◆ Required action: Where the listing shows an image, skip it and output all other material unchanged.

◆ Records for the exercise:

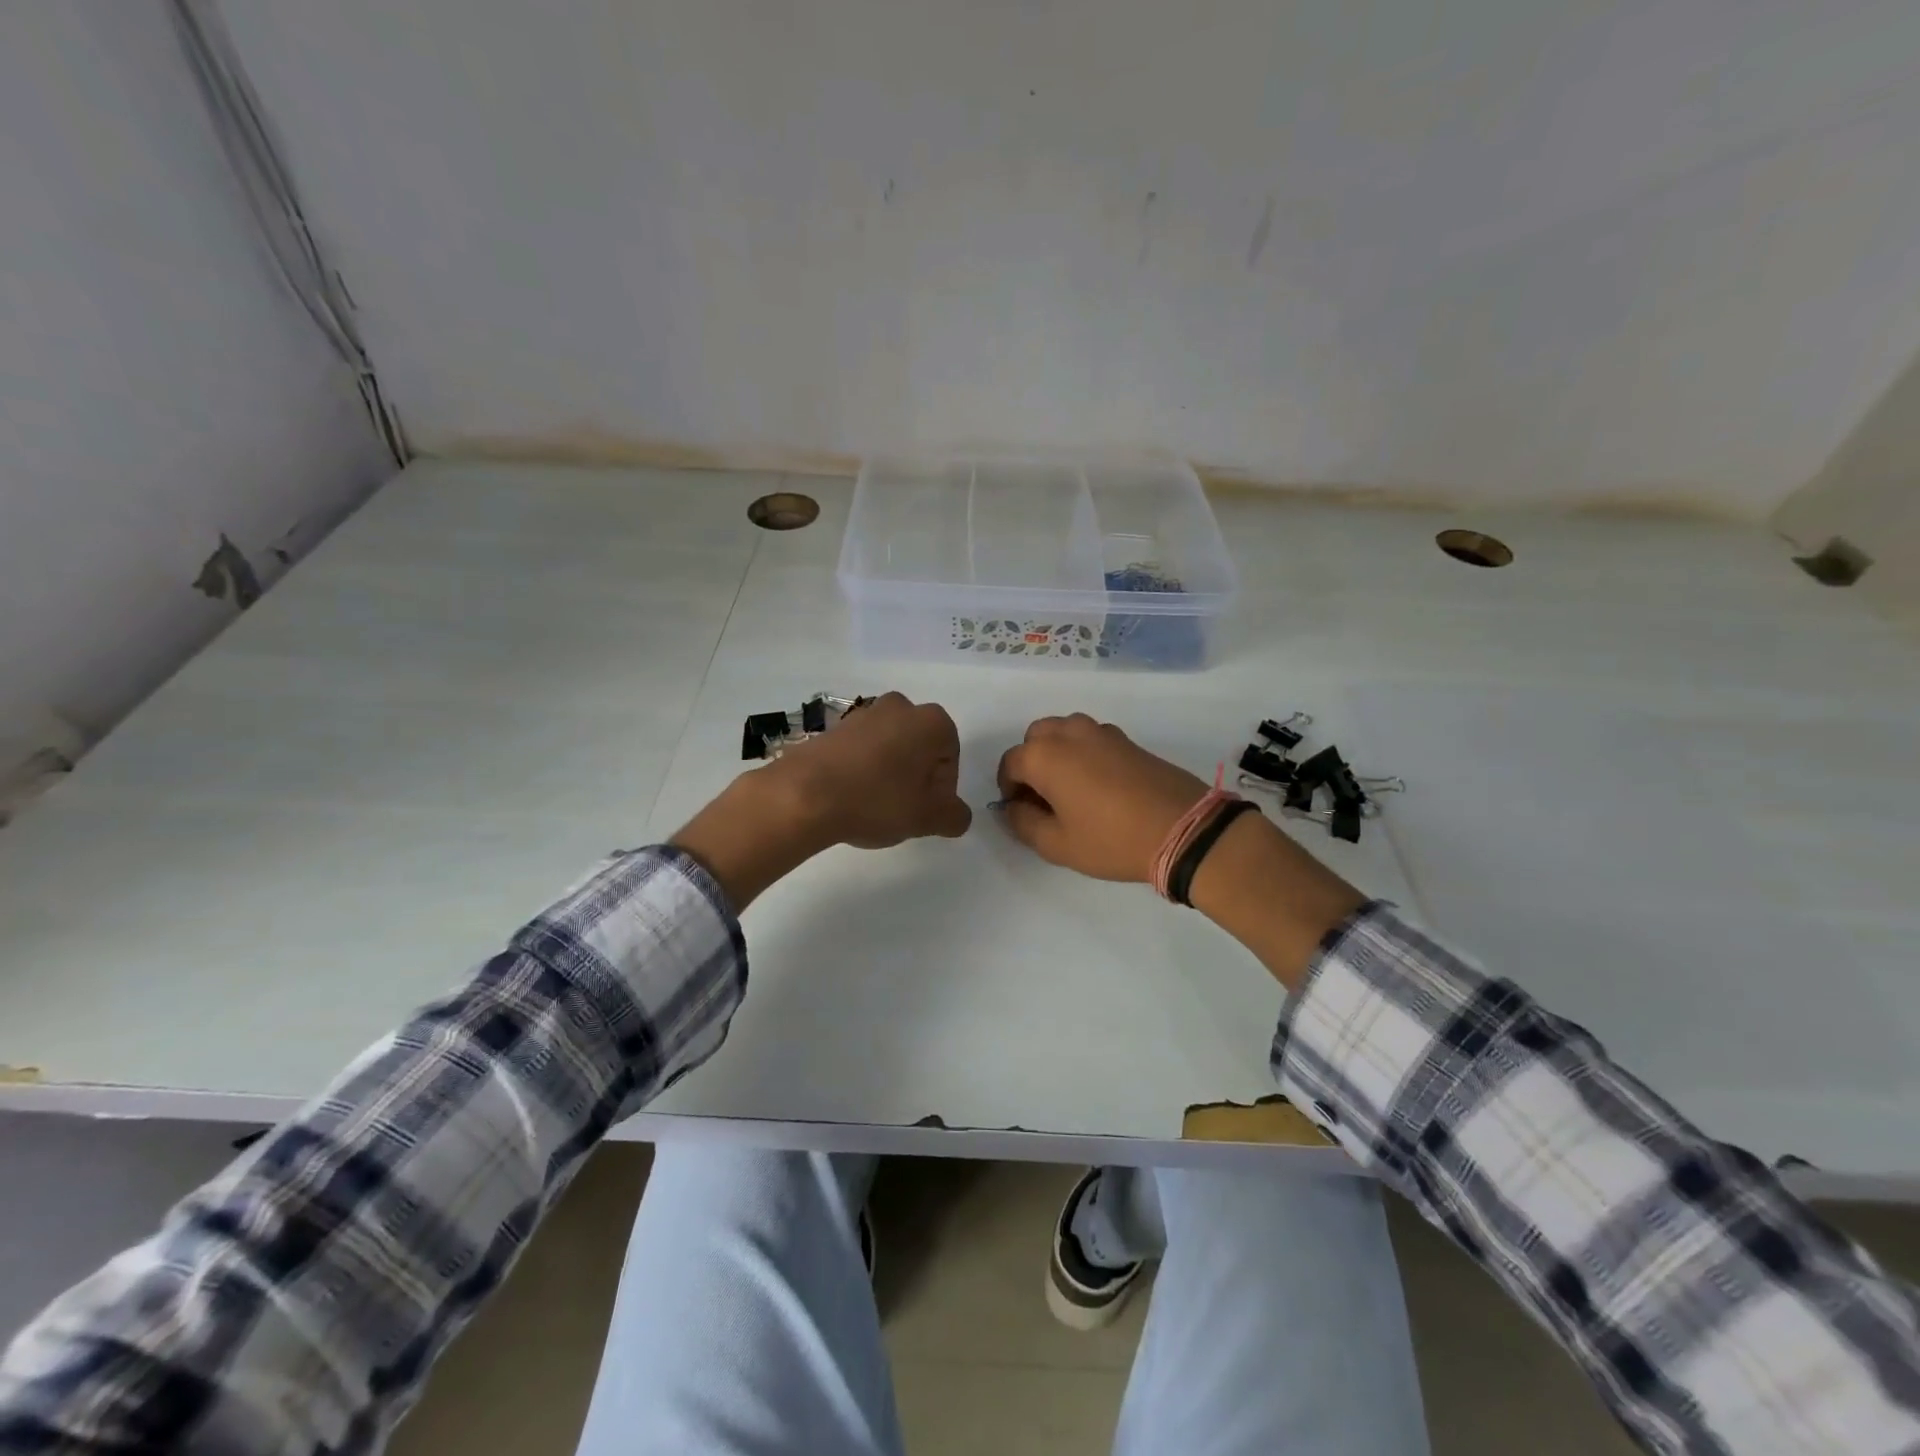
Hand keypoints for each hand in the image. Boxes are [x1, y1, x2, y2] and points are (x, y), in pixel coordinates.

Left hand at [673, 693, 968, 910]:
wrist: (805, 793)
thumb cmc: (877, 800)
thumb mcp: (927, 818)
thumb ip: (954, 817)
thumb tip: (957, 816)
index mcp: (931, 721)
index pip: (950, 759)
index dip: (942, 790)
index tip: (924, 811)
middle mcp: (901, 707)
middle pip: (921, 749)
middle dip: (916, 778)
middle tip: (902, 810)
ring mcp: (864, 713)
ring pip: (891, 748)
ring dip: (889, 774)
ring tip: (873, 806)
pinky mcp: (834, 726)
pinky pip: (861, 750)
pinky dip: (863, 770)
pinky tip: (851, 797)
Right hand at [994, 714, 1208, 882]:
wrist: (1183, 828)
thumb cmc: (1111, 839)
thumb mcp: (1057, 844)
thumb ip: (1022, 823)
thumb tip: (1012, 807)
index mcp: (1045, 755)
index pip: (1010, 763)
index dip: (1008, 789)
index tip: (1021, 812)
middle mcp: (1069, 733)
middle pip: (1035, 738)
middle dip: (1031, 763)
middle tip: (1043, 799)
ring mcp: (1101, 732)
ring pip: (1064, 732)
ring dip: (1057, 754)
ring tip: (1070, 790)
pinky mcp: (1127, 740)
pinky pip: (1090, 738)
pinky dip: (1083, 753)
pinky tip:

◆ Answer section:
Hand keypoints for each hand in the image. Boxes are [x1, y1, x2, y2] and points are (x, y), in pixel coordinates.

Left hand at [673, 693, 968, 910]:
wrist: (805, 793)
thumb cmc: (877, 800)
thumb mcp: (927, 818)
thumb ip: (954, 817)
thumb tip: (957, 816)
index mcp: (931, 721)
index pip: (950, 759)
index dip: (942, 790)
index tip: (924, 811)
middle mcp: (901, 707)
middle pip: (921, 749)
middle dip: (916, 778)
middle tip: (902, 810)
ring mcp: (864, 713)
ring pip: (891, 748)
ring dip: (889, 774)
ring tip: (873, 806)
pinky mcp: (834, 726)
pinky pip: (861, 750)
pinky dip: (863, 770)
pinky tip: (851, 797)
Right hand at [994, 714, 1208, 882]:
wrist: (1183, 828)
thumb cmc: (1111, 839)
thumb mcp: (1057, 844)
thumb ip: (1022, 823)
thumb tip: (1012, 807)
index mcp: (1045, 755)
index pip: (1010, 763)
index dip: (1008, 789)
index tip: (1021, 812)
middle mcp: (1069, 733)
middle pip: (1035, 738)
middle dip: (1031, 763)
middle tip: (1043, 799)
ring mcp: (1101, 732)
ring pip: (1064, 732)
ring dip: (1057, 754)
ring tip: (1070, 790)
pinky mcp: (1127, 740)
pinky pip: (1090, 738)
pinky dip: (1083, 753)
pinky tip:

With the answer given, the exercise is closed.